__Exercise aim__:
From the entries below, gather every line containing the string "roads".

Source records
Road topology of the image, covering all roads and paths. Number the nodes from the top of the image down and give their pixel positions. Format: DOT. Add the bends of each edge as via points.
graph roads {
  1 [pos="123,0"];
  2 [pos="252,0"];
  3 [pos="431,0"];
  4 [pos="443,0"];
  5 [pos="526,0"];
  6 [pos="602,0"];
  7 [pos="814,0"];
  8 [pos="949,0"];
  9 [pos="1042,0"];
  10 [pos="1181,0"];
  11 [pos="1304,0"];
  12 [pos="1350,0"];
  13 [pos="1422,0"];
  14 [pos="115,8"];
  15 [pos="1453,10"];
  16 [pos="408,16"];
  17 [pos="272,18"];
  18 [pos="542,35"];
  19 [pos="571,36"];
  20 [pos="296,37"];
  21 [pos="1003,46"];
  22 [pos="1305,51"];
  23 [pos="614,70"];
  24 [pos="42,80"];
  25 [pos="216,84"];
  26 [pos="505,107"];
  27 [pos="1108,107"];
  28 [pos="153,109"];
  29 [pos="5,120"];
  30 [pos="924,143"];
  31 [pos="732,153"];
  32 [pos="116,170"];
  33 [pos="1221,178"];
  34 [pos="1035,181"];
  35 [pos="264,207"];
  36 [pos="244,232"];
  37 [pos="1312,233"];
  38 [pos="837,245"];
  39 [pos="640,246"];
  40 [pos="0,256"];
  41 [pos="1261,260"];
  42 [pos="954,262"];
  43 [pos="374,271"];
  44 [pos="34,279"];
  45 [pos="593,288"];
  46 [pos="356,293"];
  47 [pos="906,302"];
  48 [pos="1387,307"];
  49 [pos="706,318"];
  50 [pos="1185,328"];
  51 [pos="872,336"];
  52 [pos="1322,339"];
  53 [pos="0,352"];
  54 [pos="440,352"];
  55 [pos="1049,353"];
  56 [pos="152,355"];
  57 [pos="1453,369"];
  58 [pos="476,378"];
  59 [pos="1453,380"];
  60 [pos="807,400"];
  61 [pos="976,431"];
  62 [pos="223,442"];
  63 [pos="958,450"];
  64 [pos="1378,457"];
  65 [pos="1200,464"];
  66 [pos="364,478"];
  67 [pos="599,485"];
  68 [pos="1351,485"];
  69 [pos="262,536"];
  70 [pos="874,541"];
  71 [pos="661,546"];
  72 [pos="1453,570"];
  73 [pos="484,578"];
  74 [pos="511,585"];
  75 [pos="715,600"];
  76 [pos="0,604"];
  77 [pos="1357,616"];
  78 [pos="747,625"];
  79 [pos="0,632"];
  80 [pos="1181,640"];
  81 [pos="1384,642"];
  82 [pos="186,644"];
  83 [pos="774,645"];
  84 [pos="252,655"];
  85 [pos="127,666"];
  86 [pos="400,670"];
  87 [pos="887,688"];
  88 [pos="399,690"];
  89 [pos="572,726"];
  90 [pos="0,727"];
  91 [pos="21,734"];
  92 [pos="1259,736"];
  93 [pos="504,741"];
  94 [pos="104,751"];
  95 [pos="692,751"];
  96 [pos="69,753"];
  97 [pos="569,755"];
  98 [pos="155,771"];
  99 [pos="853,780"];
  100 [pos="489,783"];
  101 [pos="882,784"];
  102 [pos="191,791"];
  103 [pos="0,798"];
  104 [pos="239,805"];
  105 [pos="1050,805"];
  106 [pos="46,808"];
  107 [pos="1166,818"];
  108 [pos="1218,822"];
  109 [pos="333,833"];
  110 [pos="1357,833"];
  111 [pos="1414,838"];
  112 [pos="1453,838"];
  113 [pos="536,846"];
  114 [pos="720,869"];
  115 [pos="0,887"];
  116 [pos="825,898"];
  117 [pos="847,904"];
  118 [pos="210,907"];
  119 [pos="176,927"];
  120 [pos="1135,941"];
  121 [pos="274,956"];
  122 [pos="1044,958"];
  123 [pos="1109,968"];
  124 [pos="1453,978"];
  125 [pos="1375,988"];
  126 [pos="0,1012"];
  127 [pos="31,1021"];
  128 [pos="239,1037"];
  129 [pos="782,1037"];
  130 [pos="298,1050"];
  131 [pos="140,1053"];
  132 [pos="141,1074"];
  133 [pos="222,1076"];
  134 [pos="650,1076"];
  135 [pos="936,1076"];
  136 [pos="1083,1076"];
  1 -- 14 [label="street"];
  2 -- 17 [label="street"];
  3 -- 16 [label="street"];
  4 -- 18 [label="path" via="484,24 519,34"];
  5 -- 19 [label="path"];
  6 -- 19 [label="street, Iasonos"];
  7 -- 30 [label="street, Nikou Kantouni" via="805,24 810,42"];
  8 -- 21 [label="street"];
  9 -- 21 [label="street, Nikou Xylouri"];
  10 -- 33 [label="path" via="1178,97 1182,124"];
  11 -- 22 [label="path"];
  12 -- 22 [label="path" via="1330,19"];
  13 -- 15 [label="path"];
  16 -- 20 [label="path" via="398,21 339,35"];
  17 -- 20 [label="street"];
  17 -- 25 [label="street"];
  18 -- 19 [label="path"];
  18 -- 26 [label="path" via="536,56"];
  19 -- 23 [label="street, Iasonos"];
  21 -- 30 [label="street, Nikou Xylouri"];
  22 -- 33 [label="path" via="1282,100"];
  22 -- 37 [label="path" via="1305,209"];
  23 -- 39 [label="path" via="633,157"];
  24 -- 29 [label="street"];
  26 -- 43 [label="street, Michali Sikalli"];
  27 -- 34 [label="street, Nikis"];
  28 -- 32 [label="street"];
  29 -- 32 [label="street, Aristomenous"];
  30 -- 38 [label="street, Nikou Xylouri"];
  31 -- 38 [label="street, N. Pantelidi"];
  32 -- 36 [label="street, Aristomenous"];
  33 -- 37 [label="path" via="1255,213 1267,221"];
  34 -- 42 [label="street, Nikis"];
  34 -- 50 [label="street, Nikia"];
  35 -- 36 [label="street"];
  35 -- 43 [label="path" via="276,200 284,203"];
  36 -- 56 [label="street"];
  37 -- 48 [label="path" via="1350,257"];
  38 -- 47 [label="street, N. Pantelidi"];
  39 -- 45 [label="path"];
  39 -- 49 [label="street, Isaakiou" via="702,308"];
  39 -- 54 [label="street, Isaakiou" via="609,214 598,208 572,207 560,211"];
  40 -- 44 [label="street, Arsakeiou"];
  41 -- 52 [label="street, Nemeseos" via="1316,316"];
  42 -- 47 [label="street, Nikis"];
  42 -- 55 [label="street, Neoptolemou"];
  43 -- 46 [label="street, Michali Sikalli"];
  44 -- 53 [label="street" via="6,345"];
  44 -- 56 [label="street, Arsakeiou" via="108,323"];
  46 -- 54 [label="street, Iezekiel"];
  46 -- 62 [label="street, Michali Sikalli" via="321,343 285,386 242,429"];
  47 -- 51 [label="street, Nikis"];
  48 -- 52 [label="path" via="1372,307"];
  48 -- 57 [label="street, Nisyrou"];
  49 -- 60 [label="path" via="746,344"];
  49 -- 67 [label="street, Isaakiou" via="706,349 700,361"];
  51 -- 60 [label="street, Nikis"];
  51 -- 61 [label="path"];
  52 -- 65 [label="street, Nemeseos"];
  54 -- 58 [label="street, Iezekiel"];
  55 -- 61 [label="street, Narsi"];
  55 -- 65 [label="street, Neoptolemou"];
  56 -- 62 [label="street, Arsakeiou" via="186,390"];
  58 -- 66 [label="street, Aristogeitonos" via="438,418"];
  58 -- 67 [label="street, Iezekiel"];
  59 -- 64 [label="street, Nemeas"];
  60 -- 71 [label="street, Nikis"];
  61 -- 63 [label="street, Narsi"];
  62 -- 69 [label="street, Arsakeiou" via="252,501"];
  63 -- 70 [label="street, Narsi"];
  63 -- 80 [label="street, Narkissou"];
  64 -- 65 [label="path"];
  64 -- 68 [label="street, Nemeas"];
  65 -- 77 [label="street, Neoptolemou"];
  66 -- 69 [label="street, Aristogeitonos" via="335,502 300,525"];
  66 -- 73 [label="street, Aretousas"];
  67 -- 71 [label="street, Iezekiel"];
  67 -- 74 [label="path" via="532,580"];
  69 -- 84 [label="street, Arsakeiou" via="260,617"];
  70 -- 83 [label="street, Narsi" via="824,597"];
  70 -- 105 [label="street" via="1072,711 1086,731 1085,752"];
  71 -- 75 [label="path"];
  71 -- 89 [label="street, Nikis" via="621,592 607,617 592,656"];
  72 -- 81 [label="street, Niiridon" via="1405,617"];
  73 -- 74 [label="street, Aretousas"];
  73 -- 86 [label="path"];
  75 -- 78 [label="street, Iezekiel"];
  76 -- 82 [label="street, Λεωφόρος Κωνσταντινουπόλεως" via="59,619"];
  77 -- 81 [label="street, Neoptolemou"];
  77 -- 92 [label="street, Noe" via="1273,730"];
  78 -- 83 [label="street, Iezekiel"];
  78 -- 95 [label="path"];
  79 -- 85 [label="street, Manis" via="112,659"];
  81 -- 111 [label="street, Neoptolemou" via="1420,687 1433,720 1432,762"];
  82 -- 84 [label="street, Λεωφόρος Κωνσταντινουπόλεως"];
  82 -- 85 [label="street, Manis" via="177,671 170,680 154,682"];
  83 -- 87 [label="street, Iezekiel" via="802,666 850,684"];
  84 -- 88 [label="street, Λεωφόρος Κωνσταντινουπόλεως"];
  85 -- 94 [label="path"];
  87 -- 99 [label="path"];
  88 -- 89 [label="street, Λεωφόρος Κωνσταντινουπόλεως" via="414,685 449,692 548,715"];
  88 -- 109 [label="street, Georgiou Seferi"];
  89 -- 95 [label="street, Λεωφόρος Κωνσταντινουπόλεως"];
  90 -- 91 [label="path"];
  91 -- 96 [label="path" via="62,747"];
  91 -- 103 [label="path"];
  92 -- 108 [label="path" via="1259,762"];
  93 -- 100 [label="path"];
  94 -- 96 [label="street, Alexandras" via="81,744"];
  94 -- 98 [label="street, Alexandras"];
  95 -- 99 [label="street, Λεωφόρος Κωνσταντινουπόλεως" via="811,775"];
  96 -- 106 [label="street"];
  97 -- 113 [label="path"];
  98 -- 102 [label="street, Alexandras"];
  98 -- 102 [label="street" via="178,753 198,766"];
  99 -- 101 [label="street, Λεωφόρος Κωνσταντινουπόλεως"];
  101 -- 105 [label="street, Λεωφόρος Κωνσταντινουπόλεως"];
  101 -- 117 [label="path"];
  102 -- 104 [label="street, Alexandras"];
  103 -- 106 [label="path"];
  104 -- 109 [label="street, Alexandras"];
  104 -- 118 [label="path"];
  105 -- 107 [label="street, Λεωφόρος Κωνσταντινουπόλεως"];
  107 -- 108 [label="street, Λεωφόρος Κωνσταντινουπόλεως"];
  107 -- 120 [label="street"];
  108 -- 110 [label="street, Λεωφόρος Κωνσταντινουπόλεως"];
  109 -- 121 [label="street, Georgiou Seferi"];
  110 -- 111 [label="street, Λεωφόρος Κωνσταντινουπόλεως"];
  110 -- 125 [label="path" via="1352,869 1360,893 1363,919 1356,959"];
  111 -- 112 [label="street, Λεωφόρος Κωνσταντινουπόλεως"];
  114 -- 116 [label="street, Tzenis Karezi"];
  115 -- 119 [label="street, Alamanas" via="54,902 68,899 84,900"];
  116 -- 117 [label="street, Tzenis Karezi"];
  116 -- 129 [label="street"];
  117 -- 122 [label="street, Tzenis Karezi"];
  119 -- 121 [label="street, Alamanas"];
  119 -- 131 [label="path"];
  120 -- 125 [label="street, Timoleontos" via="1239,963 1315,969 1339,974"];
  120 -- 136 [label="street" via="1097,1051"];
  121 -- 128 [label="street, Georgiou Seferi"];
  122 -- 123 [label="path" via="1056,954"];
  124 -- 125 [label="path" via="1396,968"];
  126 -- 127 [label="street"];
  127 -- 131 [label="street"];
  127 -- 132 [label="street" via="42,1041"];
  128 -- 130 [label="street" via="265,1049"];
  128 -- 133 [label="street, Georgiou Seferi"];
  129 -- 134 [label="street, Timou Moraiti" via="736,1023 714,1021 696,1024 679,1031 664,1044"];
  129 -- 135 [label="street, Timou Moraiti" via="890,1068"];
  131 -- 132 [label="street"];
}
---
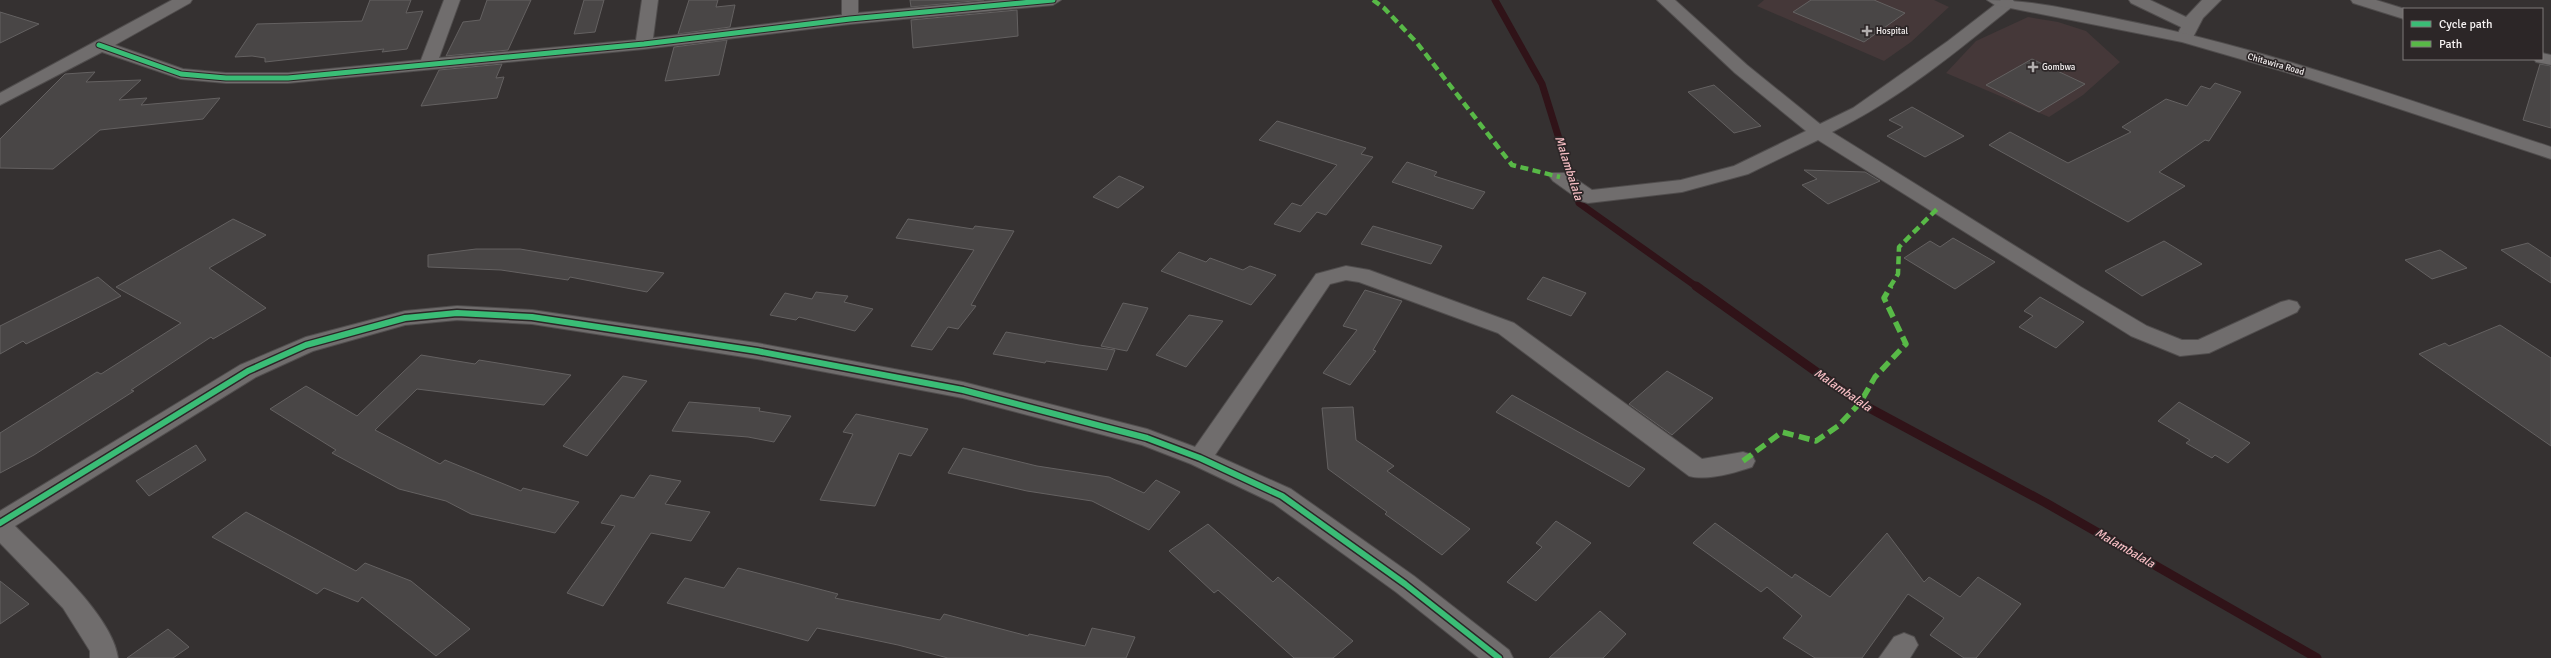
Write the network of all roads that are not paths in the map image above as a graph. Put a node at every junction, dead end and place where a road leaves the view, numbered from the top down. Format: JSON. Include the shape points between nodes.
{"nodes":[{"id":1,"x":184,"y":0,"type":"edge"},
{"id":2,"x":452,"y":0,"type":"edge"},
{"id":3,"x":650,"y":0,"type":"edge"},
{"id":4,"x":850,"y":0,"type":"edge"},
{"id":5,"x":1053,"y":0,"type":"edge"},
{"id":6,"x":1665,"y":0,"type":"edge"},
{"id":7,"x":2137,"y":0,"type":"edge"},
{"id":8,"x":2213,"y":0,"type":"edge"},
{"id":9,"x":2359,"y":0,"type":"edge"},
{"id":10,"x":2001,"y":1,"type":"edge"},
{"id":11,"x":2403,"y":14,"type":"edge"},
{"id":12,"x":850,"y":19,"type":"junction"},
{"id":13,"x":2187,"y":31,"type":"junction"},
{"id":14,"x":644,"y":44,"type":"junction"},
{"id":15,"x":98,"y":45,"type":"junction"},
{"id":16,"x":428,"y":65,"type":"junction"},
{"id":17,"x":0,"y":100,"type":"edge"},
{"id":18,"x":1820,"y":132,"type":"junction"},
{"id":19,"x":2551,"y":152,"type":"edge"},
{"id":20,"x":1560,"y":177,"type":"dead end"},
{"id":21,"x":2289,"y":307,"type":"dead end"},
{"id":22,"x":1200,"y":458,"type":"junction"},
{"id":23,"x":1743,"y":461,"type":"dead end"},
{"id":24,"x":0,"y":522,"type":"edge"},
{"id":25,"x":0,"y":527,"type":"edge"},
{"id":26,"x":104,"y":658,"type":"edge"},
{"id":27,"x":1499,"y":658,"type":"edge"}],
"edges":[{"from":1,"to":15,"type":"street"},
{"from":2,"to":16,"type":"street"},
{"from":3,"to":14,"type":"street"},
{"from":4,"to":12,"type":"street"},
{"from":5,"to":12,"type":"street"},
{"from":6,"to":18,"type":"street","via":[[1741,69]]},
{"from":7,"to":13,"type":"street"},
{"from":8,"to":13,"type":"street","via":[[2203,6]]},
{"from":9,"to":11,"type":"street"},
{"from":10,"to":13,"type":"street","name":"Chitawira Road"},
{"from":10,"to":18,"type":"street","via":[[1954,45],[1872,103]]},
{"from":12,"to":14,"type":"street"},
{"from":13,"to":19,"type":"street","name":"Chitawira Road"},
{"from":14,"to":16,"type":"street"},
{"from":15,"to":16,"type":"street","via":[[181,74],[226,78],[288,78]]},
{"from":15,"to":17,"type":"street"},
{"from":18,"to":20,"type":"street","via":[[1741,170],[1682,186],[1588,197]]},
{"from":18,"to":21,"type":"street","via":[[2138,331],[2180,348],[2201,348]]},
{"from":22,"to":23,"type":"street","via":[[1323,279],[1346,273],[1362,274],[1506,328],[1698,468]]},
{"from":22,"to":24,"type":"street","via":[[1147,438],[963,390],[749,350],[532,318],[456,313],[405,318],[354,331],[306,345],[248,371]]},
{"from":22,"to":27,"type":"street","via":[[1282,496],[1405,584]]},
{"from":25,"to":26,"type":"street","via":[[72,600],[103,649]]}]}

__Written reply__:
Road topology of the image, covering all roads and paths. Number the nodes from the top of the image down and give their pixel positions. Format: DOT. Add the bends of each edge as via points.
graph roads {
Write the network of all roads that are not paths in the map image above as a graph. Put a node at every junction, dead end and place where a road leaves the view, numbered from the top down. Format: JSON. Include the shape points between nodes.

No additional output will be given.